Identification of a possible high-spin subpopulation with up to |χ_eff| ≈ 0.75 for massive BBHs

Reproduction of known features like positive χ_eff for low-mass mergers

Detection of a new trend in χ_eff derivative with respect to component masses

Abstract

Attempts to understand the formation of binary black hole (BBH) systems detected via gravitational wave (GW) emission are affected by many unknowns and uncertainties, from both the observational and theoretical (astrophysical modelling) sides.

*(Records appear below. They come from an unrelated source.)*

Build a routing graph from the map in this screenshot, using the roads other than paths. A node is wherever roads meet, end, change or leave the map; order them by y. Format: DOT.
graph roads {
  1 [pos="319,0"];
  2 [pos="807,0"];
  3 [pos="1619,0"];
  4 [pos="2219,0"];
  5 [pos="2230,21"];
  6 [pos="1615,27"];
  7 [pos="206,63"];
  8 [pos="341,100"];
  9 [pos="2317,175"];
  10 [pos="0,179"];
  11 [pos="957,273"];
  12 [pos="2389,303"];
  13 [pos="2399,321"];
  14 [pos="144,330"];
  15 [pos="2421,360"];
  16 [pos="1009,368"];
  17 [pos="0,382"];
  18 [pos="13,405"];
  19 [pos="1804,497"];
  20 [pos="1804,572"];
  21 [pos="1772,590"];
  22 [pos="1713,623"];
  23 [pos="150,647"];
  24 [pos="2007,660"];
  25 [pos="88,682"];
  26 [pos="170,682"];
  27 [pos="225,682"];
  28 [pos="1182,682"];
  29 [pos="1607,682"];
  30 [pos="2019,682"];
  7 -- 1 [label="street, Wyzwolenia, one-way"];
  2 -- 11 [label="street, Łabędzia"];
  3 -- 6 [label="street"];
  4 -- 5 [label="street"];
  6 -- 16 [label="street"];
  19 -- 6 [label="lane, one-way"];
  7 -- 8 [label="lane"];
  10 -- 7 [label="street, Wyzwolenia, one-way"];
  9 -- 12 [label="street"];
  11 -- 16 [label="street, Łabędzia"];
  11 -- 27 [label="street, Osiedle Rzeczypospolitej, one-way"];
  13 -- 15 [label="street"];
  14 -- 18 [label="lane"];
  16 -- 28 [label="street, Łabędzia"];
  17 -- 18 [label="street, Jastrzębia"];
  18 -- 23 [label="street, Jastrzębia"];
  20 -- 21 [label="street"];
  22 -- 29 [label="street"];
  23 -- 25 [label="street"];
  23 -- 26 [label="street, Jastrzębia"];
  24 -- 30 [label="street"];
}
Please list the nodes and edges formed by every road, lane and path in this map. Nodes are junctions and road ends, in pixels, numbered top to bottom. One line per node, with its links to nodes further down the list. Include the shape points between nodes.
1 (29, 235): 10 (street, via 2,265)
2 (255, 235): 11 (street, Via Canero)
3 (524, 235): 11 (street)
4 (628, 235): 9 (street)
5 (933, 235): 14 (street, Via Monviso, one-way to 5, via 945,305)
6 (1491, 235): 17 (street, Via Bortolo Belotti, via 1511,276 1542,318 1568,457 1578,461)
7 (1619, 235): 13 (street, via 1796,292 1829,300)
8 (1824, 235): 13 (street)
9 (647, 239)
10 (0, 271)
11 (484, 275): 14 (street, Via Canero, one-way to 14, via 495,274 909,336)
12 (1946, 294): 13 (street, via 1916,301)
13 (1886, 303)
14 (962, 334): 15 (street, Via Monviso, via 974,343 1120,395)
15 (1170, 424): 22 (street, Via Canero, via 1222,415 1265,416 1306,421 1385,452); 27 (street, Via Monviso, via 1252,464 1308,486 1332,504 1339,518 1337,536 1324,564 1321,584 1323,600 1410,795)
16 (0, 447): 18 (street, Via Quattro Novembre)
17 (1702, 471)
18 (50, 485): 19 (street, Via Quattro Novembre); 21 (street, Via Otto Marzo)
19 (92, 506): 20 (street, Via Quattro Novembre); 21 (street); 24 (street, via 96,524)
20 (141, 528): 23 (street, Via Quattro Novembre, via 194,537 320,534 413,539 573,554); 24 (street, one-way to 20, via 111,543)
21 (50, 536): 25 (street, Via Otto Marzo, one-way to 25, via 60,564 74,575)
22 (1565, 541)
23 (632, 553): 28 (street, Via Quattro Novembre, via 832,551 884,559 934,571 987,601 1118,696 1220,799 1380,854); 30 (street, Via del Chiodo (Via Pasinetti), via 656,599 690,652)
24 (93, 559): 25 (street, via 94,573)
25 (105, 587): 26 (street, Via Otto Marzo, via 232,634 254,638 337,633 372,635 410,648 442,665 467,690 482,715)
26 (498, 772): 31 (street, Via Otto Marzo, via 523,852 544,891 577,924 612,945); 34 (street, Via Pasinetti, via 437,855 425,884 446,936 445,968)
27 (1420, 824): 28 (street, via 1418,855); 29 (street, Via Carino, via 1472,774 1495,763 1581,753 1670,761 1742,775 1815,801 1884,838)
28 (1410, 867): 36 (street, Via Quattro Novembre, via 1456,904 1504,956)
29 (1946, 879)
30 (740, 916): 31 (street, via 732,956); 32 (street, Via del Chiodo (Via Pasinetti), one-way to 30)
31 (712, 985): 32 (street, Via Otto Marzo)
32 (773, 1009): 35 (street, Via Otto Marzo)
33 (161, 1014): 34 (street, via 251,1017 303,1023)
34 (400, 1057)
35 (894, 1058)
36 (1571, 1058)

Binary component spins have been proposed as a means to investigate formation channels, however obtaining clear inferences is challenging, given the apparently low magnitude of almost all merging BH spins and their high measurement uncertainties. Even for the effective aligned spin $\chi_{\mathrm{eff}}$ which is more precisely measured than component spins, specific model assumptions have been required to identify any clear trends. Here, we reconstruct the joint component mass and $\chi_{\mathrm{eff}}$ distribution of BBH mergers with minimal assumptions using the GWTC-3 catalog, using an iterative kernel density estimation (KDE)-based method. We reproduce some features seen in previous analyses, for instance a small but preferentially positive $\chi_{\mathrm{eff}}$ for low-mass mergers; we also identify a possible subpopulation of higher-spin BBH with $|\chi_{\mathrm{eff}}|$ up to $\sim\! 0.75$ for primary masses $m_1 \gtrsim 40\,M_\odot$, in addition to the bulk of the distribution with $|\chi_{\mathrm{eff}}| \lesssim 0.2$. This finding is consistent with previous studies indicating a broader spin distribution at high mass, suggesting a distinct origin for the high-spin systems. We also identify a new potential trend of low-mass BBHs: the \emph{derivative} of $\chi_{\mathrm{eff}}$ with respect to $m_1$ ($m_2$) is positive (negative) over the $10$--$15\,M_\odot$ range. This apparent structure may be related to} a previously reported anticorrelation between mass ratio and $\chi_{\mathrm{eff}}$.